ACTIVITY: Each line in the listing below that contains "covering" should be returned.

DATA PROVIDED:
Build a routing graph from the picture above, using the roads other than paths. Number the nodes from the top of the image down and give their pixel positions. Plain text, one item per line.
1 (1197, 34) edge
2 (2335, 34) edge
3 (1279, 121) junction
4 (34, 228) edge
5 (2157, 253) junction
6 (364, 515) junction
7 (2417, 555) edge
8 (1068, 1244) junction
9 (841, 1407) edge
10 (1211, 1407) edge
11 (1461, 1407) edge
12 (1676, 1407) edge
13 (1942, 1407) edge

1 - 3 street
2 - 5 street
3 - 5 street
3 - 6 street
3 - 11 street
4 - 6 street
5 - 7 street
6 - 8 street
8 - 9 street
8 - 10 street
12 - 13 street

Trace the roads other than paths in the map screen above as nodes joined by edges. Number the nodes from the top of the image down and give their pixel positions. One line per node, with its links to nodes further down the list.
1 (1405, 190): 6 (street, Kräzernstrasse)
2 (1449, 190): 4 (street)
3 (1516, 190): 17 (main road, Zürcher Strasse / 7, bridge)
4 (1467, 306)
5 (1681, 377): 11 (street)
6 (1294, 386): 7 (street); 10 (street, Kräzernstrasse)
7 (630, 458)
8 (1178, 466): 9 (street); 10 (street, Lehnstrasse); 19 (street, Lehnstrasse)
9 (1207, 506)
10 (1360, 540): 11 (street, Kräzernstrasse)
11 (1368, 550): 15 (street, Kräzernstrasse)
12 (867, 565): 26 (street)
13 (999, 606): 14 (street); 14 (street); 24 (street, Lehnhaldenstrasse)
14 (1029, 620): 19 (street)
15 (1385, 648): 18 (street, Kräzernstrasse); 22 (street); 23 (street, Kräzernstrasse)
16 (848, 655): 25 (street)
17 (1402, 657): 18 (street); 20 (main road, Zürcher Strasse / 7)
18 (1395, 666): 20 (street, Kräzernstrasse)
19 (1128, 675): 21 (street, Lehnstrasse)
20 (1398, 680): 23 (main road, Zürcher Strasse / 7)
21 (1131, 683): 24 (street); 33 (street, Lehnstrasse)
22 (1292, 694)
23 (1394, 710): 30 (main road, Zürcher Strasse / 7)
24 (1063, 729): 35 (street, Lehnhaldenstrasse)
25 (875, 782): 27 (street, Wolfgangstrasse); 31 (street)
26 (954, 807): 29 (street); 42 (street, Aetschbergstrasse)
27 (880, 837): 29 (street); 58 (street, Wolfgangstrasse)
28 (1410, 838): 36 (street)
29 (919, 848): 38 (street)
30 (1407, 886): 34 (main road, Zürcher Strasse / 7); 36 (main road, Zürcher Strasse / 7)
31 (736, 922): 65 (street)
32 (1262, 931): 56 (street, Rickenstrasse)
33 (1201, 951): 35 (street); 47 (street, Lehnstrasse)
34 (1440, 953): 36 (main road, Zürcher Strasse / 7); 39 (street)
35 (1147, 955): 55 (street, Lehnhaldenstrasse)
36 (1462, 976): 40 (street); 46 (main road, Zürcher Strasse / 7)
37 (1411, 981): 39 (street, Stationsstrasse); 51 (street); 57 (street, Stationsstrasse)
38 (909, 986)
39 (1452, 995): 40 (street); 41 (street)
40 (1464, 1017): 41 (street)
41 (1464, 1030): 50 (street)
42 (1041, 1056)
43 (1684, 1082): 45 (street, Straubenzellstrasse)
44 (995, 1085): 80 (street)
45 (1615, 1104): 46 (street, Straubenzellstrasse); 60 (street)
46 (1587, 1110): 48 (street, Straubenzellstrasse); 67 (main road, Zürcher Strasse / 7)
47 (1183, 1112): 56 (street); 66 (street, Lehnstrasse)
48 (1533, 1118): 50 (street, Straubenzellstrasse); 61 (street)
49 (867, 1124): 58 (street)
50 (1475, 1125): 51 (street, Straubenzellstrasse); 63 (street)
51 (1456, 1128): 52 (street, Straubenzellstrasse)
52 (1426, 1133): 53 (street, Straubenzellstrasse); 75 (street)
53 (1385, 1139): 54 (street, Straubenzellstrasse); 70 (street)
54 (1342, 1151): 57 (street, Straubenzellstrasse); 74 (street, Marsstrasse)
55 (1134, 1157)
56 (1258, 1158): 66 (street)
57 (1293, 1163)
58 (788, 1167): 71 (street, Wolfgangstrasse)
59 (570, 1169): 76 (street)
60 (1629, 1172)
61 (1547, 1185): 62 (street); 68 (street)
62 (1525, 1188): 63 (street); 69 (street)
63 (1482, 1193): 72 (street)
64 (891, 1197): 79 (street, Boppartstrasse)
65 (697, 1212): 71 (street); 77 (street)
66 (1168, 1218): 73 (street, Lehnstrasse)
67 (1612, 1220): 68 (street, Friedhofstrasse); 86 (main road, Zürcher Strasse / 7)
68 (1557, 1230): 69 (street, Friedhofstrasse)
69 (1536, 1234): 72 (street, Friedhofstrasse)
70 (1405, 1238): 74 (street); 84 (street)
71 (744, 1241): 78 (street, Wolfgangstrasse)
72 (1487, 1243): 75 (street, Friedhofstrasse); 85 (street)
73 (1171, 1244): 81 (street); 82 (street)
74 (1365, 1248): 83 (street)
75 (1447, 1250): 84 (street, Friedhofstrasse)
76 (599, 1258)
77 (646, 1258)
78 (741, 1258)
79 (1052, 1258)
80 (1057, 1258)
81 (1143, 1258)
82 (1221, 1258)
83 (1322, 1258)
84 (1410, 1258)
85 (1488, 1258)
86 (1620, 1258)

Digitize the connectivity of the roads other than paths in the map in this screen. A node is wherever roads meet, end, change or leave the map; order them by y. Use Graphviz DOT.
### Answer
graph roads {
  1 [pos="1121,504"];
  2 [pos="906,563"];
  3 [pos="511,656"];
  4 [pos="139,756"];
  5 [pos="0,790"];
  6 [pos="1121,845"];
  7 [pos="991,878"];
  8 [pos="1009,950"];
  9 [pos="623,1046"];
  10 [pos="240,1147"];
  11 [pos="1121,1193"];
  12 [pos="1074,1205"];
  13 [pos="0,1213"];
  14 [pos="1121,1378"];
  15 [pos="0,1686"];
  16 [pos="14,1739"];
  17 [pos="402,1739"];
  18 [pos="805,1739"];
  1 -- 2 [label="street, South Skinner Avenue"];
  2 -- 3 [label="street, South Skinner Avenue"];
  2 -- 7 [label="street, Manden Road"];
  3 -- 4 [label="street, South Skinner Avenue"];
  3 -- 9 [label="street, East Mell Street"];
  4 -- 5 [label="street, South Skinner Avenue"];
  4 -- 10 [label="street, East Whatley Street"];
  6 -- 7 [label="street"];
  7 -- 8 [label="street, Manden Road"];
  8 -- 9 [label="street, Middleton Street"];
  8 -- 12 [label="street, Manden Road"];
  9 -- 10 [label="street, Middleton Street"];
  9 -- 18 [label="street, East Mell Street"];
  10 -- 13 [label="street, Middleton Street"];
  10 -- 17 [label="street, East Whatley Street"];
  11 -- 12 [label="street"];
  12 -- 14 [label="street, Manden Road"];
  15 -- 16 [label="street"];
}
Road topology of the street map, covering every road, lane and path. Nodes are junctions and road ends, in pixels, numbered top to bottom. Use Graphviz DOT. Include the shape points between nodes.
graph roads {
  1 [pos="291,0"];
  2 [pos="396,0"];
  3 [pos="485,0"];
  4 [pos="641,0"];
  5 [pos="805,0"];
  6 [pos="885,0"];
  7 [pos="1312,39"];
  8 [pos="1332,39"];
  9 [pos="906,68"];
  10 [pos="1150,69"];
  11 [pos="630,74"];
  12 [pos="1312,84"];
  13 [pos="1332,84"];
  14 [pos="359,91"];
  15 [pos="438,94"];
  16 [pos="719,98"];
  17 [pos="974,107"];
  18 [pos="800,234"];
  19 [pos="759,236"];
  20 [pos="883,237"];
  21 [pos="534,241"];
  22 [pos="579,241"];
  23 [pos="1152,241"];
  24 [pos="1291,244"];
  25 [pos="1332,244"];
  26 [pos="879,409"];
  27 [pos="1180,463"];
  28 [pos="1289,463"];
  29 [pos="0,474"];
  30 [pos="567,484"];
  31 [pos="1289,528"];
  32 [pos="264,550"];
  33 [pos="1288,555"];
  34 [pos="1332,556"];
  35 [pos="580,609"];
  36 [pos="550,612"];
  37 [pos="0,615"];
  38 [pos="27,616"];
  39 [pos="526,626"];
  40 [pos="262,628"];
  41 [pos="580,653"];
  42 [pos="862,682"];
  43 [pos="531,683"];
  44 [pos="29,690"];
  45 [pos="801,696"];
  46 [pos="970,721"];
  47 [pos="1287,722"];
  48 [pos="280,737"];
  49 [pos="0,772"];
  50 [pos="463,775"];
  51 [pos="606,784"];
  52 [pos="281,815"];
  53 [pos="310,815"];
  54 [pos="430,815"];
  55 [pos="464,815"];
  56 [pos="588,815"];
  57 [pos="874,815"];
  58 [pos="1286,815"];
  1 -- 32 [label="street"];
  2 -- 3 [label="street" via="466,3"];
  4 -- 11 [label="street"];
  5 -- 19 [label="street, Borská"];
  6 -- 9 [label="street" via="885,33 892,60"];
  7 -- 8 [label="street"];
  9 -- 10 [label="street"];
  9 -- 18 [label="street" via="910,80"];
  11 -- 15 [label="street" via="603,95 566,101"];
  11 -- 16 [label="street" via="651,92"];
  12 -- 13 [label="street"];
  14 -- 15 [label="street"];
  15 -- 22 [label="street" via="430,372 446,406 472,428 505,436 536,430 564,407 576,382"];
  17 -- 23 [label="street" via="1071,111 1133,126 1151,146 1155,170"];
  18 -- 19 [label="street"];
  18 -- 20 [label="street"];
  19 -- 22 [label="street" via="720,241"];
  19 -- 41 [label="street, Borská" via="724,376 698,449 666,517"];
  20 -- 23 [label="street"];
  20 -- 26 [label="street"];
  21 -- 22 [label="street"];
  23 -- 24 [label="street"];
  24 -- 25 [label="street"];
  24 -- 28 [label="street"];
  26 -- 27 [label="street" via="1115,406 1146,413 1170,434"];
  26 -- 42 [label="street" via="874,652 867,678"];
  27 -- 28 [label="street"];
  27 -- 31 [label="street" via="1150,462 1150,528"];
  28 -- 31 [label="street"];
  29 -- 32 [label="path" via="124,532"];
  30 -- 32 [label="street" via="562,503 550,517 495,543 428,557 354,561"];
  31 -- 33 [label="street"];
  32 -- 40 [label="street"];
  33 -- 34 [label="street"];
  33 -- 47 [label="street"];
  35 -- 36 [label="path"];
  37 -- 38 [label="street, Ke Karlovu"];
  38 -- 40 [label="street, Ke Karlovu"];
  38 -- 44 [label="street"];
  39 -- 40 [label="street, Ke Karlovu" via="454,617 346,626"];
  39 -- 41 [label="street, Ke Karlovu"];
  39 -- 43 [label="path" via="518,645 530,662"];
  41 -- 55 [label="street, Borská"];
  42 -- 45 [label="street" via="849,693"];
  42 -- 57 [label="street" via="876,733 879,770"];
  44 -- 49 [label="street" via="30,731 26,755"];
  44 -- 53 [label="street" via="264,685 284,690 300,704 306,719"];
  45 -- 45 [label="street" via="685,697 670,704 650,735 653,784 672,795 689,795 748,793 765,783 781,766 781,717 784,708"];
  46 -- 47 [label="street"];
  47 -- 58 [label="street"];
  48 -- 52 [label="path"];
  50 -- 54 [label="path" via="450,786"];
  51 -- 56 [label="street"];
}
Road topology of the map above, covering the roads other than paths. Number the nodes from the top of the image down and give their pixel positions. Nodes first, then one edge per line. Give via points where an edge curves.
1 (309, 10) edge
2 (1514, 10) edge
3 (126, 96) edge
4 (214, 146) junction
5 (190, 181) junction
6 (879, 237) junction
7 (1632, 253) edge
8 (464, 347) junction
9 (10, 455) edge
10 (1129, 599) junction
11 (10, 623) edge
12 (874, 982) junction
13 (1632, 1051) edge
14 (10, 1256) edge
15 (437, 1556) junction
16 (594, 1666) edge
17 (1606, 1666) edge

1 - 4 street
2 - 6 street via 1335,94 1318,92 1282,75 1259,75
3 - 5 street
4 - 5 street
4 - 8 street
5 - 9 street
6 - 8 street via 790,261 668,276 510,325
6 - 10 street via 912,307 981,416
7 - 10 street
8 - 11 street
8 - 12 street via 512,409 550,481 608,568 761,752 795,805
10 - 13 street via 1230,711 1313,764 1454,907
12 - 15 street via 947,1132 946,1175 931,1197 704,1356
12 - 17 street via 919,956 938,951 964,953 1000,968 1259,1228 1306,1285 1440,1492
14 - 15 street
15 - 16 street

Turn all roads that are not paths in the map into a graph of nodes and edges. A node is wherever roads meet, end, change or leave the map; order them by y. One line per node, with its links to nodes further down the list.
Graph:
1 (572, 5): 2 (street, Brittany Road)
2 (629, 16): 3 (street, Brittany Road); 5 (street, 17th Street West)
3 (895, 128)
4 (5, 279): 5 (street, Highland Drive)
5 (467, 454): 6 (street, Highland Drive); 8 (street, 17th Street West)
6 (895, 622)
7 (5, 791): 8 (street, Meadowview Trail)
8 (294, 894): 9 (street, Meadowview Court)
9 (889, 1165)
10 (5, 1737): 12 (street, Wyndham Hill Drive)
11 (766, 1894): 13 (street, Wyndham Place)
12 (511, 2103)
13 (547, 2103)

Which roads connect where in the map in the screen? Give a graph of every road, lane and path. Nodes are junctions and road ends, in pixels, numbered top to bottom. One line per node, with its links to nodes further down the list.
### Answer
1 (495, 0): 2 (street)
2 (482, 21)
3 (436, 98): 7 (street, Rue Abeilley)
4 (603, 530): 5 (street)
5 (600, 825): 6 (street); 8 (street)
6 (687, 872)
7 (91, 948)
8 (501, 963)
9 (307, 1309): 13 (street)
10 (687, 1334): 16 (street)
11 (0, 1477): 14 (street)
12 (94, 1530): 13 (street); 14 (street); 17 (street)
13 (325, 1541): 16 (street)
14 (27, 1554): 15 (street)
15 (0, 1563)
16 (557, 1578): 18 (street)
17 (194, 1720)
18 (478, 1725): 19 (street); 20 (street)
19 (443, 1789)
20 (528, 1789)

SOLUTION FOR THIS PROBLEM:
Road topology of the street map, covering every road, lane and path. Nodes are junctions and road ends, in pixels, numbered top to bottom. Use Graphviz DOT. Include the shape points between nodes.
Road topology of the map above, covering the roads other than paths. Number the nodes from the top of the image down and give their pixel positions. Nodes first, then one edge per line. Give via points where an edge curves.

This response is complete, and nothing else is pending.